Front. Pharmacol., 06 May 2010
Sec. Inflammation Pharmacology

Grand Challenges in Pharmacotherapy of Inflammation for the First Decades of the 21st Century

  • Department of Medicine and Center of Excellence on Aging, “G. d’Annunzio” University, School of Medicine, Chieti, Italy

Inflammation is a complex set of interactions among soluble factors and cells that can arise in any tissue in response to traumatic, infectious, post-ischemic, toxic or autoimmune injury (Nathan, 2002 ; Gilroy et al., 2004 ). Inflammation, per se, does not cause disease. But unchecked inflammation that spreads possibly due to disruption of the resolution processes can lead to chronic persistent inflammation which plays a role in the progression of many diseases, such as atherosclerosis, asthma, neurodegeneration, inflammatory bowel diseases (IBDs) and cancer. Thus, inflammation is one of the relevant areas in biomedical research. Molecular mechanisms regulating the checkpoints tuning on and off the inflammatory response have been revealed and numerous novel potential therapeutic targets have been uncovered. Humanized antibodies for anti-cytokine therapy have been shown to be effective for the treatment of rheumatoid arthritis and various inflammatory diseases (Maini and Taylor, 2000 ). However, there is still an important gap to be filled by developing new therapeutics which should be safer and more specific for different inflammation-related diseases.

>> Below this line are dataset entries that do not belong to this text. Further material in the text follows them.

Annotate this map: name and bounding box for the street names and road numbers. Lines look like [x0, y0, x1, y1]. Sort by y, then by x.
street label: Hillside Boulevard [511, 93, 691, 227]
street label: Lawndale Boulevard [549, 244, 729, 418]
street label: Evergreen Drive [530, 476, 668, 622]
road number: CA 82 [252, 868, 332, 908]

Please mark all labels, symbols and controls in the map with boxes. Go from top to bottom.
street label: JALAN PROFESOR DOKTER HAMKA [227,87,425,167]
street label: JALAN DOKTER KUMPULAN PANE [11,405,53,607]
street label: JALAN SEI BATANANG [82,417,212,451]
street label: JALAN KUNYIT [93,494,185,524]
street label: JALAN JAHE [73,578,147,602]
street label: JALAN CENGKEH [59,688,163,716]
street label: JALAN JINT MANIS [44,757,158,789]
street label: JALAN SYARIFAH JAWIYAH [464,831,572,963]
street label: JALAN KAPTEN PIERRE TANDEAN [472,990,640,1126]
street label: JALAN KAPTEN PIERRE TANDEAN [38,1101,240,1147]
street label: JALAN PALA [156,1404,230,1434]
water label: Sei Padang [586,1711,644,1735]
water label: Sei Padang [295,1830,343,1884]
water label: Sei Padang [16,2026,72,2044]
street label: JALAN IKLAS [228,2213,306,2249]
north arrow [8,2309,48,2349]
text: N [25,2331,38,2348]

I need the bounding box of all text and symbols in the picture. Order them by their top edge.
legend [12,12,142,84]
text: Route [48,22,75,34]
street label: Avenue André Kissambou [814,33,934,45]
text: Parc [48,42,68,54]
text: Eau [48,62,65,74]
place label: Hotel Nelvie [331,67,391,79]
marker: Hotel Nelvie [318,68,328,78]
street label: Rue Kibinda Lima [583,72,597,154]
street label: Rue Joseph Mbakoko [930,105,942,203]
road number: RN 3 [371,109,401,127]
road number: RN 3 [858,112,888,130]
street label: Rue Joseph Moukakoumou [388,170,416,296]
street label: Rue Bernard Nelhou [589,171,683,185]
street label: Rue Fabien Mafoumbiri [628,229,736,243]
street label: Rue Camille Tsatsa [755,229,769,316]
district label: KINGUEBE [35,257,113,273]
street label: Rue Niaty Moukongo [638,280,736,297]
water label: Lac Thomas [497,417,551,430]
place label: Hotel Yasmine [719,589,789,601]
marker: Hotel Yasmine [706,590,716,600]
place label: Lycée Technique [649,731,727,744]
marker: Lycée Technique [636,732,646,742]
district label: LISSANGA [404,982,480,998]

Importantly, we need to dissect the influence of genetic background but also behavioral and psychosocial factors in different socioeconomic groups on increased susceptibility to inflammation. This knowledge will lead to predict and prevent inflammatory-related diseases and hopefully to reduce social inequalities in disease development observed in many populations (Ranjit et al., 2007 ).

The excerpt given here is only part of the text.